Related reading: Amazon Competitor Sabotage: What to Watch for in Q4
Problem: Many brand owners continue to use inserts that offer gifts, major discounts, or giveaways to buyers, resulting in positive reviews for products. They fail to understand that even if you don’t ask for a review, Amazon knows you’ll harvest mostly positive ratings out of this type of behavior. Anything that meets that criteria, therefore, is fair game for a suspension. Also, it’s very easy for competitors to buy from you for the purposes of reporting those inserts as abuse. In most cases, policy team enforcement is guaranteed. Amazon can also pull FBA sample inventory, open it up and see if the seller’s inventory contains those inserts.
Solution: Make sure you’re not using inserts that break policy, with 100% certainty.

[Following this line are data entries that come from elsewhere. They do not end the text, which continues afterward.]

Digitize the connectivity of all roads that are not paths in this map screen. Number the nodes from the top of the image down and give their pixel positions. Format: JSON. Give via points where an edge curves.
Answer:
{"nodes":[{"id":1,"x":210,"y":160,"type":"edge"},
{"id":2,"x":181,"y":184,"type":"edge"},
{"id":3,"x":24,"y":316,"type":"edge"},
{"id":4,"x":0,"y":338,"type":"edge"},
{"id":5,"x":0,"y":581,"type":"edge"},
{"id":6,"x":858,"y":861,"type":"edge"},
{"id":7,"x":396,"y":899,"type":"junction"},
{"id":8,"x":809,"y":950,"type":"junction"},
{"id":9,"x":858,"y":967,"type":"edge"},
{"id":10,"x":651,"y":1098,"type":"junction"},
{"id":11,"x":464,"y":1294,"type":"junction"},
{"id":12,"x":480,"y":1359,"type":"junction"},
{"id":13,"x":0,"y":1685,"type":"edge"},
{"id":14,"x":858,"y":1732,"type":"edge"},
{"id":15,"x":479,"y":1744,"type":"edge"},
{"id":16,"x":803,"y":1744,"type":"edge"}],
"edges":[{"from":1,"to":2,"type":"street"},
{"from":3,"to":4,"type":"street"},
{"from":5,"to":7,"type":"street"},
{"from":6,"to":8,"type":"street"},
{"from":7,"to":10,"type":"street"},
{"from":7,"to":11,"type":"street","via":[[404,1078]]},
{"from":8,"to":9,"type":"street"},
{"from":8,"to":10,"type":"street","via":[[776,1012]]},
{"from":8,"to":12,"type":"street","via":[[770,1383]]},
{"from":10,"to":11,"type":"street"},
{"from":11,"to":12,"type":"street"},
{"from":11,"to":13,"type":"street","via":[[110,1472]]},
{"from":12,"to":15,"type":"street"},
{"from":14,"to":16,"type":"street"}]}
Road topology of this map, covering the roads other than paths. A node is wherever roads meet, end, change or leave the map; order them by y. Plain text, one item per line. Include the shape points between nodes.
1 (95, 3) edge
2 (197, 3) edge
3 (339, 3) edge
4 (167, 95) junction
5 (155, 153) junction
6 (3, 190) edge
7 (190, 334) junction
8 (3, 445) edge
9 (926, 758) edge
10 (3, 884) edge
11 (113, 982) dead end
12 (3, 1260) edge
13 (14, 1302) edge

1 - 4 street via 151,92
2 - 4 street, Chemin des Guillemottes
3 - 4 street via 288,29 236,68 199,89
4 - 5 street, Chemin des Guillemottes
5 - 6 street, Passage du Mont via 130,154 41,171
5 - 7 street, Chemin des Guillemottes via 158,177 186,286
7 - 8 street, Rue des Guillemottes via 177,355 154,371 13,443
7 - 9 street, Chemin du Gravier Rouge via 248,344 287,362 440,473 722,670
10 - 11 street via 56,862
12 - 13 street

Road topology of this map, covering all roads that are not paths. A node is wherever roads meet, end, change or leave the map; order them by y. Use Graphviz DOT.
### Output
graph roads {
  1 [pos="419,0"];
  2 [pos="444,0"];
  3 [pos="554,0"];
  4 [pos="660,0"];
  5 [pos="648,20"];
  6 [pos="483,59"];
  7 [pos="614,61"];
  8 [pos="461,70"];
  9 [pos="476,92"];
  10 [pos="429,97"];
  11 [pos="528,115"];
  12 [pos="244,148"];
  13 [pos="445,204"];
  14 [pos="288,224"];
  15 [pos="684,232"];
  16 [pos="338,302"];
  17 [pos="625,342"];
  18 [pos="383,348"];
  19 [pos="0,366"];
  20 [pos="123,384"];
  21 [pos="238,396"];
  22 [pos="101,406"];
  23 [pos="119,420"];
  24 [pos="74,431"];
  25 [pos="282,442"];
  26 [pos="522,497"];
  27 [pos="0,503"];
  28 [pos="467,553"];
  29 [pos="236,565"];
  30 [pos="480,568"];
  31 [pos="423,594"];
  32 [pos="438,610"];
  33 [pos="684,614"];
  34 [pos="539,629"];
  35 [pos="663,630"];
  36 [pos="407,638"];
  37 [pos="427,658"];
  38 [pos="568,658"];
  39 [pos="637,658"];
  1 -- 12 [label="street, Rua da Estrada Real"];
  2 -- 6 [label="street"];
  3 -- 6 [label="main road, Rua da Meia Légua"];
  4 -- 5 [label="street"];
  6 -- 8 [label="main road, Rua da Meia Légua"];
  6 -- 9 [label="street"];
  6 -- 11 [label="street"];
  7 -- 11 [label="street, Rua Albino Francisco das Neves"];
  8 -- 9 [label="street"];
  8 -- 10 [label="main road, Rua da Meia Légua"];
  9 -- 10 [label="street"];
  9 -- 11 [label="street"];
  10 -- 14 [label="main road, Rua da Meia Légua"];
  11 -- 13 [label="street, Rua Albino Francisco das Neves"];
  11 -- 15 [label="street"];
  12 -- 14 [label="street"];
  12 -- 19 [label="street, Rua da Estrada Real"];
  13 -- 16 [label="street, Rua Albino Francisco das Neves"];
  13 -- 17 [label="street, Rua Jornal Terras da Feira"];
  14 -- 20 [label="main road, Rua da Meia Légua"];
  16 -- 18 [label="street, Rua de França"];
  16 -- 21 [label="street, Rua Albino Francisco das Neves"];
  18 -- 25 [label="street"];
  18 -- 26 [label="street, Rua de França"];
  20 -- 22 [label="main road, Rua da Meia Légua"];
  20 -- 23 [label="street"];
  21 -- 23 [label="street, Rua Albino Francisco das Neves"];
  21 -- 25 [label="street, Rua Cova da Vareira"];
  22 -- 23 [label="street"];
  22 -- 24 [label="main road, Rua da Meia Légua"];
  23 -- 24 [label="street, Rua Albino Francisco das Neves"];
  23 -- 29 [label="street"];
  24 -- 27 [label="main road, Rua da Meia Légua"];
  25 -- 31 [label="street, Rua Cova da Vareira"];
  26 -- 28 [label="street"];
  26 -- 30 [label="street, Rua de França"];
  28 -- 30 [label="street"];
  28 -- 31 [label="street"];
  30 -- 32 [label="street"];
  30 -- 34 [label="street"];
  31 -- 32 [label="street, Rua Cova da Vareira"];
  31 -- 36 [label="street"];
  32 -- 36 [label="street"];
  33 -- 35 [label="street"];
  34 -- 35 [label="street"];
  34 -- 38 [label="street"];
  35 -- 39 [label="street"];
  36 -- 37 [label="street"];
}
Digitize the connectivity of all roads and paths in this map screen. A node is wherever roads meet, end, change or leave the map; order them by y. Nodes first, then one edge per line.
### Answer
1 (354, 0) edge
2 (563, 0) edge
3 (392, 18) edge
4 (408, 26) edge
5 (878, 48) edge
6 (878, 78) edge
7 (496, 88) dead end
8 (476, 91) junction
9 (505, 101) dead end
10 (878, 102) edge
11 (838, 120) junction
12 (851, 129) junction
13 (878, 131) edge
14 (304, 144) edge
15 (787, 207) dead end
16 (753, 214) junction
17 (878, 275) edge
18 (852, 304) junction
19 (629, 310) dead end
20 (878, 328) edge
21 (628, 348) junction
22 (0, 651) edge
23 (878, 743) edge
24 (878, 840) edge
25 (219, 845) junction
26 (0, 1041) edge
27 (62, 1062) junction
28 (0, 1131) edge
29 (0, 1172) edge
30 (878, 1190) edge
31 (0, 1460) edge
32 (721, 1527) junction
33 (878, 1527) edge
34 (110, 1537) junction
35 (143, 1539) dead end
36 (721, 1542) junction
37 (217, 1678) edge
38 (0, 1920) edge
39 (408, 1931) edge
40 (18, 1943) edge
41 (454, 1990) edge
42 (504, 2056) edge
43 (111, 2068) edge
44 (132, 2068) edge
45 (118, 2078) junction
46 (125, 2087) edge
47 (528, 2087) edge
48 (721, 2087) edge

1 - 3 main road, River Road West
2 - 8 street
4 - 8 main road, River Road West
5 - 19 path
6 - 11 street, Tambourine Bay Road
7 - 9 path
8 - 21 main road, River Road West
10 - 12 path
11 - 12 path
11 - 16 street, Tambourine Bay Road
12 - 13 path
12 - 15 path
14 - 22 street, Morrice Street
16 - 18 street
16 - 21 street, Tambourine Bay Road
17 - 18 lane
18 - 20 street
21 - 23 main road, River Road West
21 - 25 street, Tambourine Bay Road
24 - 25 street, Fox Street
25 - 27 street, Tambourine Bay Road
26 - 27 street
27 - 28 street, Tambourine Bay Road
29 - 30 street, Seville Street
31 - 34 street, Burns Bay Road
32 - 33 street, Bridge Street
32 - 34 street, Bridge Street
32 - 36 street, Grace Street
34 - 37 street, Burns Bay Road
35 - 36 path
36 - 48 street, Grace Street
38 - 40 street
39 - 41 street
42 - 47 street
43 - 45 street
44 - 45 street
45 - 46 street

Other than that, you’re looking at removing all inserts from circulation until you can fully determine which ones align with Amazon policy enforcement trends and which ones do not. Don’t view your use of inserts in terms that are favorable to your marketing strategy, but unfavorable to Amazon’s need to enforce compliance with its product review policies.
Remember, Amazon looks great to the press and the public (and to the FTC) the more aggressively it polices review abuse and sales rank manipulation. Amazon often responds to reporter queries for comment by citing the number of suspensions it executed in enforcement sweeps. That speaks for itself because Amazon's wearing suspensions of sellers who break the rules as a badge of honor.
Overall, Amazon cycles through suspension trends regularly, with today’s focus sometimes turning into tomorrow’s forgotten enforcement actions. What does this mean for you as you do everything possible not to get suspended on Amazon?
Amazon sellers need to stay on their toes and not serve up ready-made suspension offenses to guarantee themselves clean Account Health, an absence of Plan of Action writing, and careful performance and policy reviews from the inside of their operations. Otherwise, Amazon teams come calling and you won’t want to hear what it has to say.
Originally published on April 21, 2022, updated September 18, 2024
This post is accurate as of the date of publication. Some features and information may have changed due to product updates or Amazon policy changes.